WHAT THE TASK ASKS: All of the data goes into your copy exactly as written. Images do not.

++++

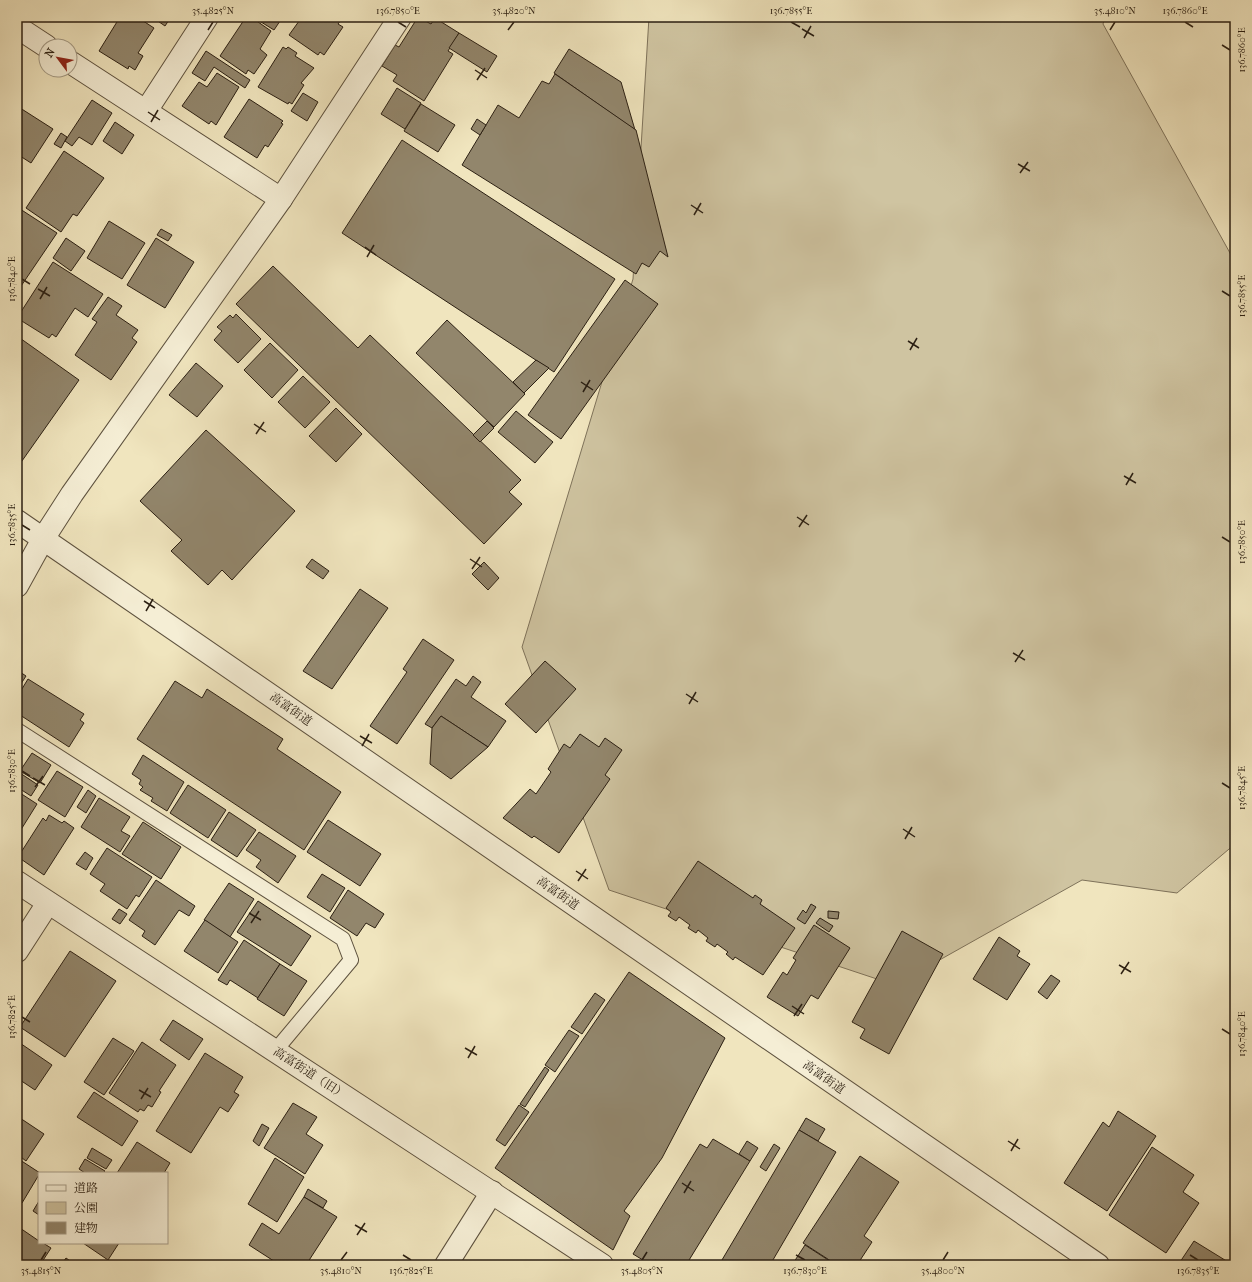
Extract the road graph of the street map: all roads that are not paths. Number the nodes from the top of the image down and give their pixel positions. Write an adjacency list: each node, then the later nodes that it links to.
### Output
1 (207, 17): 6 (street)
2 (400, 17): 7 (street)
3 (17, 27): 4 (street)
4 (38, 41)
5 (78, 67): 6 (street)
6 (146, 111): 7 (street)
7 (281, 199): 9 (street)
8 (17, 521): 9 (street, 高富街道)
9 (43, 538): 10 (street); 19 (street, 高富街道)
10 (17, 586)
11 (17, 730): 15 (lane)
12 (17, 882): 13 (street, 高富街道（旧）)
13 (48, 903): 14 (street); 15 (street, 高富街道（旧）)
14 (17, 951)
15 (275, 1051): 16 (street, 高富街道（旧）)
16 (492, 1192): 17 (street); 18 (street, 高富街道（旧）)
17 (446, 1265)
18 (602, 1265)
19 (1098, 1265)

++++

EXERCISE RESULT:
Extract the road graph of the street map: all roads that are not paths. Number the nodes from the top of the image down and give their pixel positions. Write an adjacency list: each node, then the later nodes that it links to.
### Output
1 (207, 17): 6 (street)
2 (400, 17): 7 (street)
3 (17, 27): 4 (street)
4 (38, 41)
5 (78, 67): 6 (street)
6 (146, 111): 7 (street)
7 (281, 199): 9 (street)
8 (17, 521): 9 (street, 高富街道)
9 (43, 538): 10 (street); 19 (street, 高富街道)
10 (17, 586)
11 (17, 730): 15 (lane)
12 (17, 882): 13 (street, 高富街道（旧）)
13 (48, 903): 14 (street); 15 (street, 高富街道（旧）)
14 (17, 951)
15 (275, 1051): 16 (street, 高富街道（旧）)
16 (492, 1192): 17 (street); 18 (street, 高富街道（旧）)
17 (446, 1265)
18 (602, 1265)
19 (1098, 1265)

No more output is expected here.